● HOW TO COMPLETE THIS TASK:
Go through the data and copy every line in which "dead" appears.

● GIVEN RECORDS:
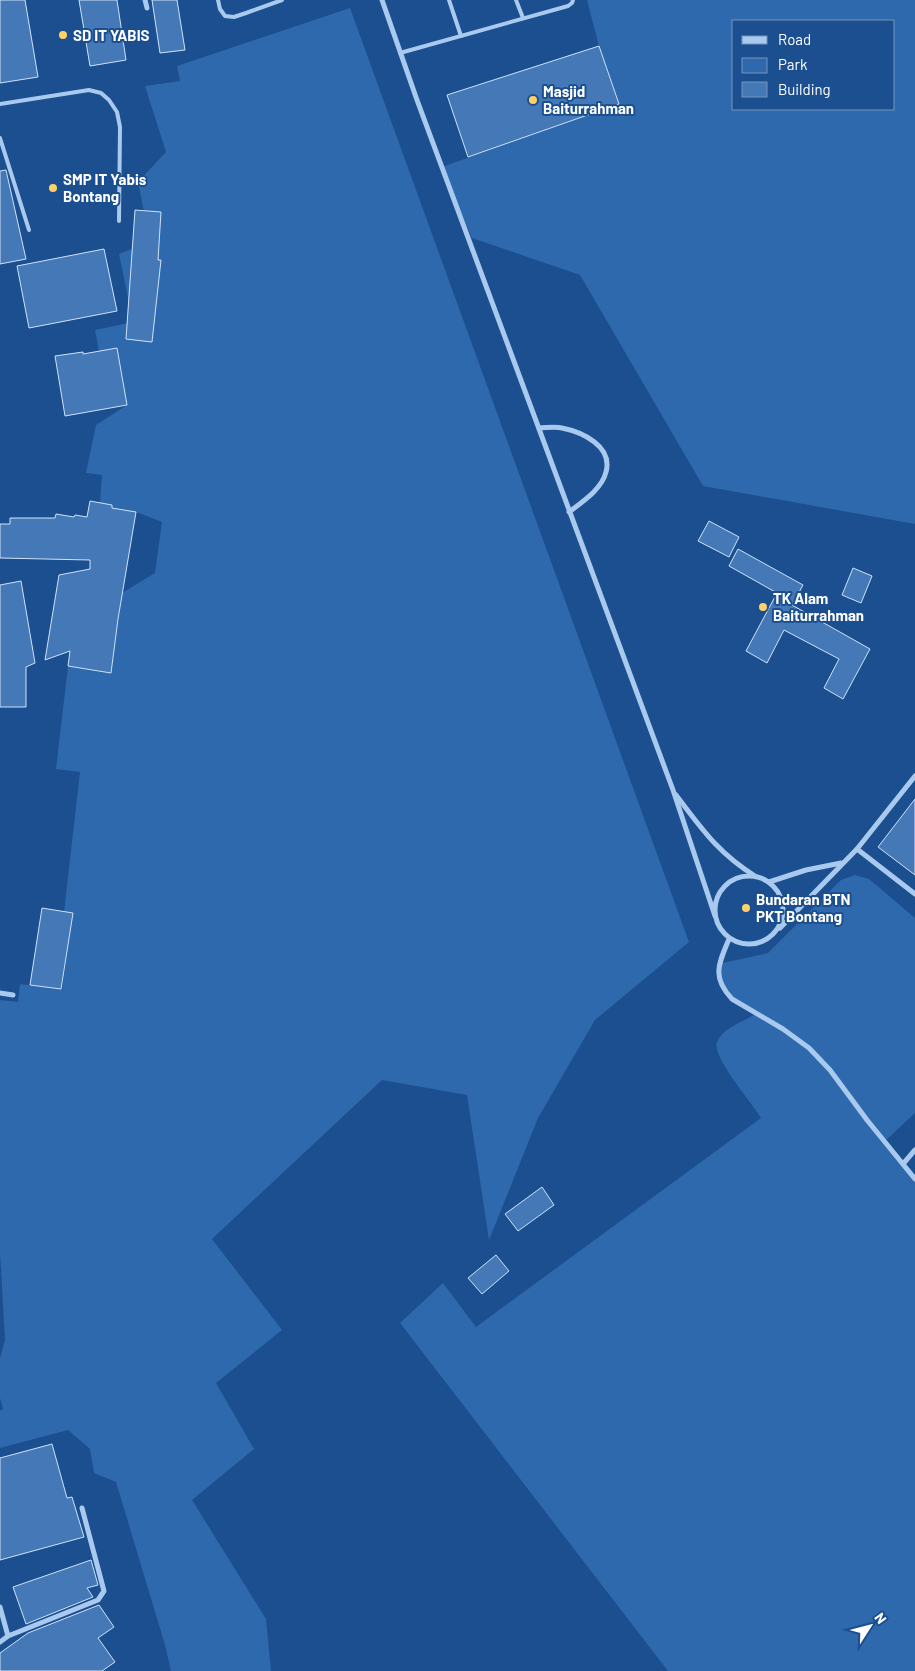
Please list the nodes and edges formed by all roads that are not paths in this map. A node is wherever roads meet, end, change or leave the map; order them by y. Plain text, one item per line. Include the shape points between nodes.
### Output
1 (145, 0) edge
2 (218, 0) edge
3 (282, 0) edge
4 (382, 0) edge
5 (449, 0) edge
6 (516, 0) edge
7 (572, 0) edge
8 (147, 8) dead end
9 (522, 18) junction
10 (461, 36) junction
11 (400, 53) junction
12 (0, 104) edge
13 (0, 138) edge
14 (119, 221) dead end
15 (29, 230) dead end
16 (539, 428) junction
17 (569, 512) junction
18 (915, 776) edge
19 (673, 790) junction
20 (857, 849) junction
21 (842, 863) junction
22 (756, 876) junction
23 (769, 882) junction
24 (915, 894) edge
25 (715, 916) junction
26 (778, 930) junction
27 (729, 939) junction
28 (0, 993) edge
29 (13, 995) dead end
30 (915, 1150) edge
31 (903, 1164) junction
32 (915, 1178) edge
33 (82, 1508) dead end
34 (0, 1607) edge
35 (8, 1636) junction
36 (0, 1642) edge

1 - 8 street
2 - 3 lane via 225,16
4 - 11 street
5 - 10 lane
6 - 9 lane
7 - 9 lane via 568,6
9 - 10 lane
10 - 11 lane
11 - 16 street
12 - 14 lane via 89,90 109,100 117,112 120,128
13 - 15 lane
16 - 17 street
16 - 17 street via 560,427 591,438 601,448 606,460 606,472 599,486
17 - 19 street
18 - 20 street
19 - 22 street via 718,848
19 - 25 street
20 - 21 street
20 - 24 street
21 - 23 street
21 - 26 street
22 - 23 street
22 - 25 street via 730,881 715,903
23 - 26 street via 783,904 783,918
25 - 27 street
26 - 27 street via 768,940 755,945
27 - 31 street via 718,964 726,992 808,1048 830,1070
28 - 29 street
30 - 31 street
31 - 32 street
33 - 35 street via 103,1595 98,1600
34 - 35 street
35 - 36 street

● TASK OUTPUT:
8 (147, 8) dead end
14 (119, 221) dead end
15 (29, 230) dead end
29 (13, 995) dead end
33 (82, 1508) dead end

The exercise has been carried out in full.